The workers having mastered the problem of wealth production; with the modern means of machine production, there should be little difficulty in providing food, clothing, shelter and other necessaries for all.
Yet, with all this accomplished by the workers, they are still face to face with poverty in all its hideousness, degradation and humiliation.
They (the workers) have another mission to perform. They must convert these “trustified” means of wealth production to their own use.
How?
By destroying capitalist property—yet not wrecking a single wheel—but merely by stripping the means by which we live of the garb of capital—the power to enslave labor for profit. Make it the collective property of the class who use it.
How?
By taking possession of the power of government, and by legal enactment, backed by the power and mandate of the working class—without which we are helpless. The conquest of the organized powers of the state, the reins of public power placed in the hands of the proletariat, the instrument with which to strike the blow for its emancipation.
But what of resistance on the part of the ruling class?
Say; if you wanted to capture a grizzly bear, how would you go about it? Would you approach it and ask: Please Mr. Bear, will you lay down and die? (laughter).
Or would you make ready for the task before you, and I want to tell you here and now the governments of every country are just as lacking in scruples as any grizzly bear you could meet.
What is legal enactment?
The power to do!
Constitutional rights?
Bah!
You must possess yourselves of the power to protect yourselves. If the ballot will do, so much the better—for the other fellow.
With all the power in its hands the proletariat can free itself. You cannot stop its robbery by leaving representatives of the robbing class in power.
The workingmen to-day have no means or power of enforcing their mandate or agreements, while the capitalists—few in number—are backed by all the powers of the State, and vested with the ownership of the means of existence. Formerly it was chattel slavery; then feudal serfdom; now wage-slavery.
One “Professor” had said socialism would mean a reversion to barbarism. Barbarism would at least be preferable to modern “civilization.” Why, there are dozens of hungry men and women in Vancouver tonight—this glorious, prosperous Christmas eve.
The vilest holes of debauchery, prostitution, human degradation and cesspools of iniquity exist within the shadow of this very hall—with the consent of Mr. Business Man and Mr. Church Man, all for the glory of God and Profit.

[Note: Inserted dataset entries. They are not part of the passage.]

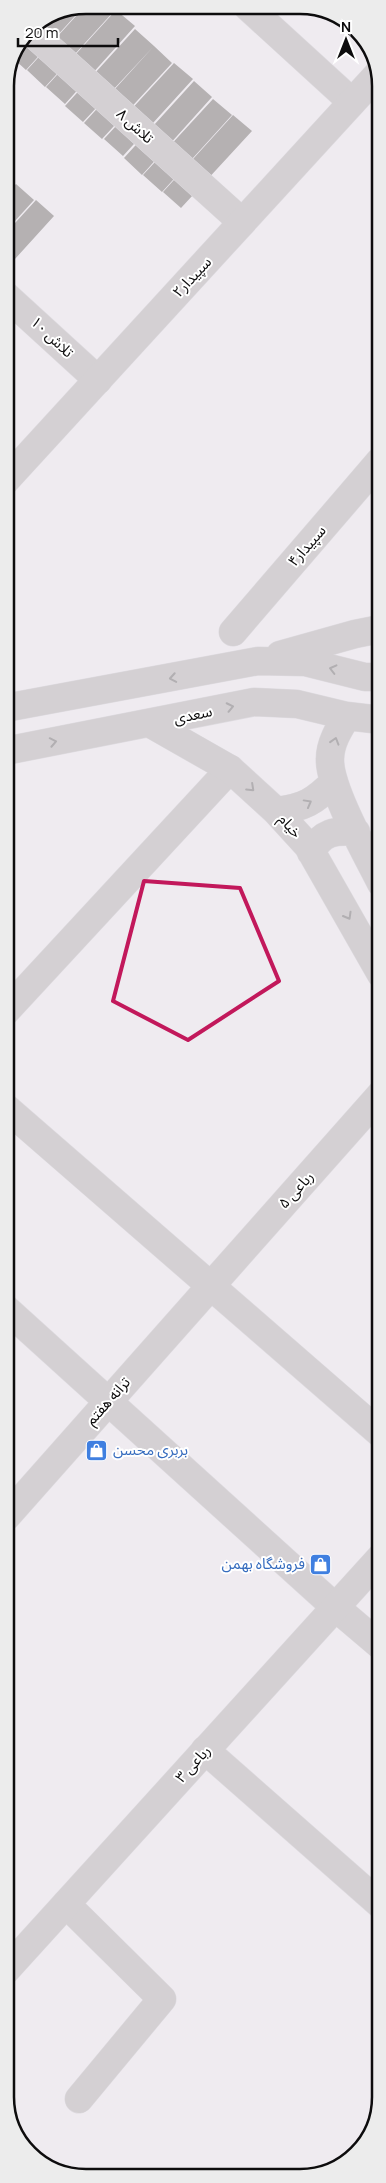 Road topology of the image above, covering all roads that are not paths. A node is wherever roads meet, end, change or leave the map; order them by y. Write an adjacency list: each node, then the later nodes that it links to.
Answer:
1 (256, 14): 4 (street)
2 (35, 35): 5 (street, تلاش ۸)
3 (372, 80): 4 (street, سپیدار۲)
4 (352, 102): 5 (street, سپیدار۲)
5 (242, 222): 7 (street, سپیدار۲)
6 (14, 303): 7 (street, تلاش ۱۰)
7 (98, 380): 9 (street, سپیدار۲)
8 (372, 470): 11 (street, سپیدار۴)
9 (14, 471)
10 (372, 631): 12 (street)
11 (233, 632)
12 (258, 661): 13 (street, one-way to 12); 14 (street, one-way to 14)
13 (372, 677)
14 (14, 706)
15 (347, 716): 16 (street, سعدی); 17 (street, سعدی, one-way to 15); 20 (street, one-way to 15)
16 (372, 719)
17 (151, 724): 18 (street, سعدی, one-way to 17); 19 (street, خیام)
18 (14, 749)
19 (230, 769): 21 (street, خیام, one-way to 21); 26 (street)
20 (334, 782): 21 (street, one-way to 20); 22 (street)
21 (276, 811): 23 (street, خیام)
22 (356, 832): 23 (street); 24 (street)
23 (311, 852): 25 (street, خیام, one-way to 25)
24 (372, 866)
25 (372, 958)
26 (14, 1002)
27 (372, 1104): 29 (street, رباعی ۵)
28 (14, 1115): 29 (street)
29 (210, 1286): 31 (street, ترانه هفتم); 32 (street)
30 (14, 1315): 31 (street)
31 (108, 1401): 33 (street, ترانه هفتم); 35 (street)
32 (372, 1426)
33 (14, 1508)
34 (372, 1567): 35 (street, رباعی ۳)
35 (335, 1607): 36 (street); 37 (street, رباعی ۳)
36 (372, 1638)
37 (205, 1750): 38 (street); 39 (street, رباعی ۳)
38 (372, 1897)
39 (66, 1904): 40 (street, رباعی ۳); 41 (street)
40 (14, 1961)
41 (79, 2099)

As you all know we have developed some of the ablest, Godliest, and highest types of morality and refinement in polite business society the world ever knew. For instance, our insurance men, copper kings, oil kings, and that whole bunch of scallywags engaged in the business of what?—Skinning the workers, and dividing the swag.
And the workers?
Why, many of them are so busy upholding the dignity of labor that they stay up and slave all night in order to preserve it.
Current events throughout the world, in Russia as elsewhere, are making plain the mission of the working class. In France, in Germany, in the United States, and even in reactionary England, the workers are more than beginning to recognize that if they would be free they must themselves strike the blow—and assert their freedom.

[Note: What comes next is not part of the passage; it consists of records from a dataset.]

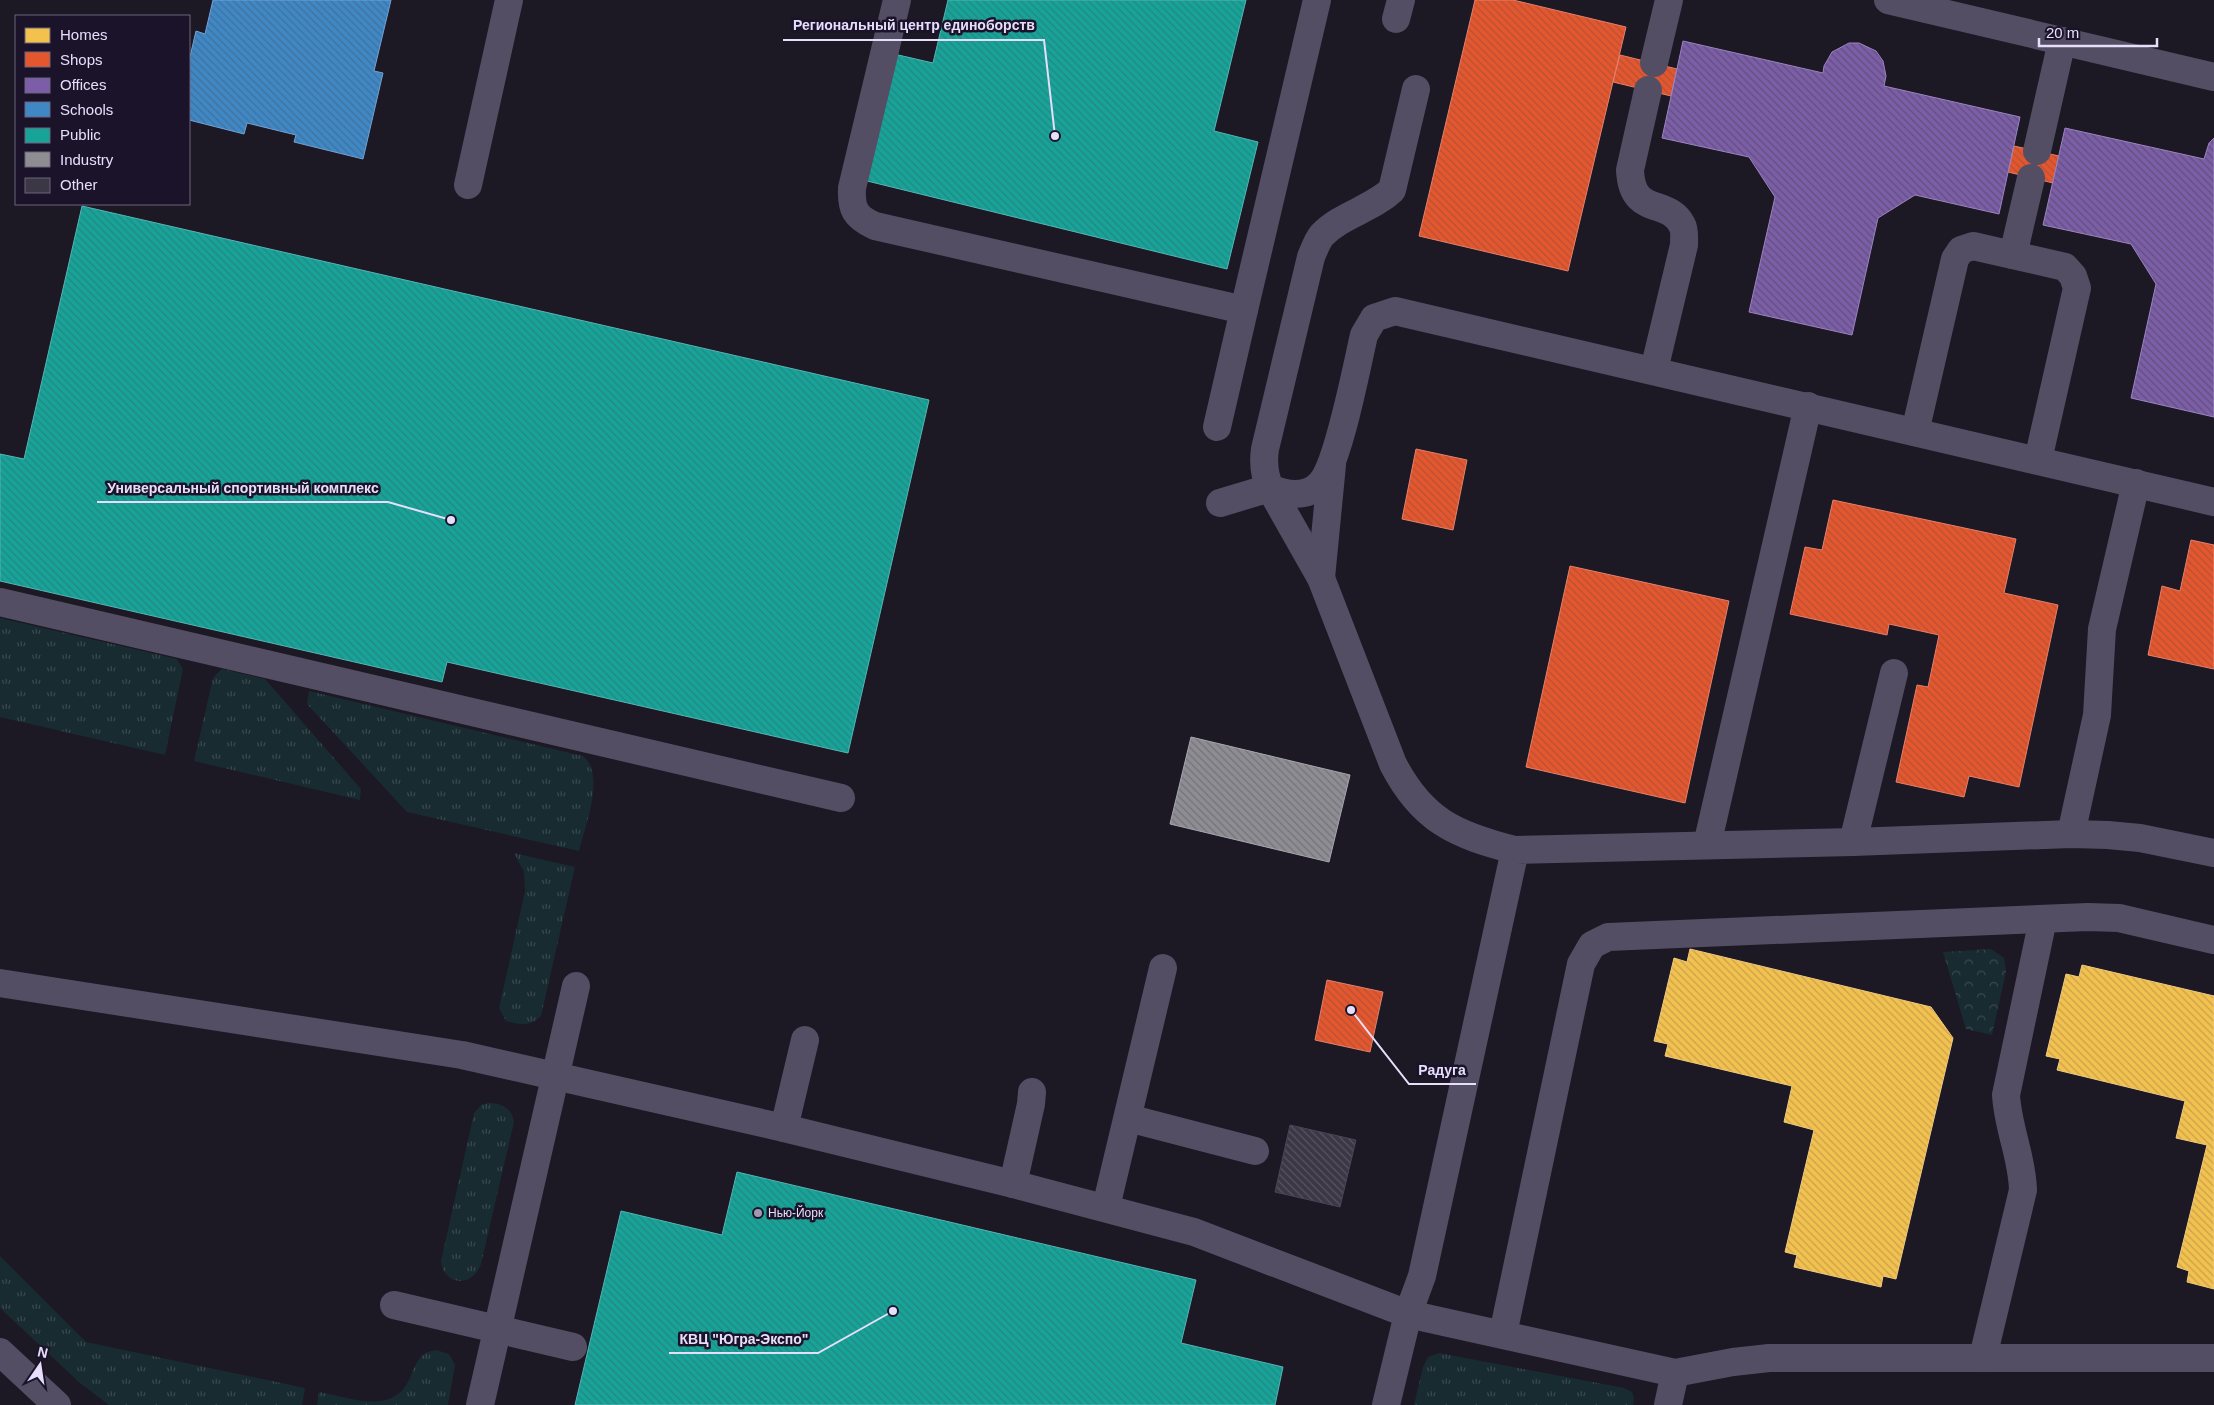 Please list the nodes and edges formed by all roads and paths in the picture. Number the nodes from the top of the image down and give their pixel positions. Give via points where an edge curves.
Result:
1 (509, 0) edge
2 (897, 0) edge
3 (1317, 0) edge
4 (1669, 0) edge
5 (1888, 0) edge
6 (2062, 41) junction
7 (1654, 63) dead end
8 (2214, 77) edge
9 (1416, 89) dead end
10 (1648, 90) dead end
11 (2037, 151) dead end
12 (2031, 178) dead end
13 (468, 185) dead end
14 (2013, 255) junction
15 (1244, 310) junction
16 (1654, 370) junction
17 (1808, 406) junction
18 (1217, 427) dead end
19 (1915, 432) junction
20 (2038, 460) junction
21 (1332, 464) junction
22 (2136, 484) junction
23 (1270, 488) junction
24 (2214, 502) edge
25 (1302, 544) junction
26 (1321, 578) junction
27 (0, 602) edge
28 (1894, 673) dead end
29 (841, 798) dead end
30 (2071, 834) junction
31 (1853, 842) junction
32 (1707, 844) junction
33 (1514, 850) junction
34 (2214, 853) edge
35 (2043, 919) junction
36 (2214, 940) edge
37 (1163, 968) dead end
38 (0, 983) edge
39 (576, 986) dead end
40 (805, 1040) dead end
41 (555, 1076) junction
42 (1032, 1092) dead end
43 (1128, 1118) junction
44 (784, 1128) junction
45 (1255, 1151) dead end
46 (1013, 1184) junction
47 (1106, 1207) junction
48 (394, 1305) dead end
49 (1408, 1314) junction
50 (496, 1330) junction
51 (1503, 1334) junction
52 (573, 1347) dead end
53 (0, 1352) edge
54 (1983, 1357) junction
55 (2214, 1358) edge
56 (1674, 1373) junction
57 (57, 1405) edge
58 (480, 1405) edge
59 (1386, 1405) edge
60 (1668, 1405) edge

1 - 13 street
2 - 15 street via 852,188 852,203 863,221
3 - 15 street
4 - 7 street
5 - 6 street
6 - 8 street
6 - 11 street
9 - 23 street via 1392,190 1380,201 1347,217 1321,236 1311,257 1265,449 1263,464
10 - 16 street via 1630,183 1635,194 1646,203 1676,217 1683,226 1684,244
12 - 14 street
14 - 19 street via 1973,246 1961,250 1955,259
14 - 20 street via 2065,267 2077,288
15 - 18 street
16 - 17 street
16 - 21 street via 1395,311 1374,318 1364,335
17 - 19 street
17 - 32 street
19 - 20 street
20 - 22 street
21 - 23 street via 1320,484 1307,493 1289,494
21 - 26 street
22 - 24 street
22 - 30 street via 2102,629 2097,715
23 - 25 street
23 - 25 street via 1220,502 1264,513 1279,522
25 - 26 street
26 - 33 street via 1393,764 1405,787 1420,805 1460,834
27 - 29 street
28 - 31 street
30 - 31 street
30 - 34 street via 2140,838
31 - 32 street
32 - 33 street
33 - 49 street via 1422,1276
35 - 36 street via 2118,918
35 - 51 street via 1608,936 1592,945 1581,964
35 - 54 street via 2006,1095 2007,1114 2022,1168 2023,1190
37 - 43 street
38 - 41 street via 462,1055
39 - 41 street
40 - 44 street
41 - 44 street
41 - 50 street
42 - 46 street
43 - 45 street
43 - 47 street
44 - 46 street
46 - 47 street
47 - 49 street via 1194,1232
48 - 50 street
49 - 51 street
49 - 59 street
50 - 52 street
50 - 58 street
51 - 56 street
53 - 57 street
54 - 55 street
54 - 56 street via 1769,1358
56 - 60 street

It is a tremendous task. But the campaign everywhere is being waged with a persistence never duplicated in all history.
The Twentieth Century belongs to the Proletariat.
The Russians are sounding the advance. Capitalism cannot much longer stand; it must choke for need of further markets to conquer.
The proletariat will be compelled to accomplish its mission—no matter what the cost.
“And I intend to live to see the flag of freedom float o’er every country on top of this earth!” concluded the speaker amid spontaneous applause.
After the collection, a few questions, and some little discussion the meeting adjourned, stirred with the spirit of the “Marseillaise.”
—“The Mission of the Working Class,” Western Clarion, 30 Dec. 1905, 4.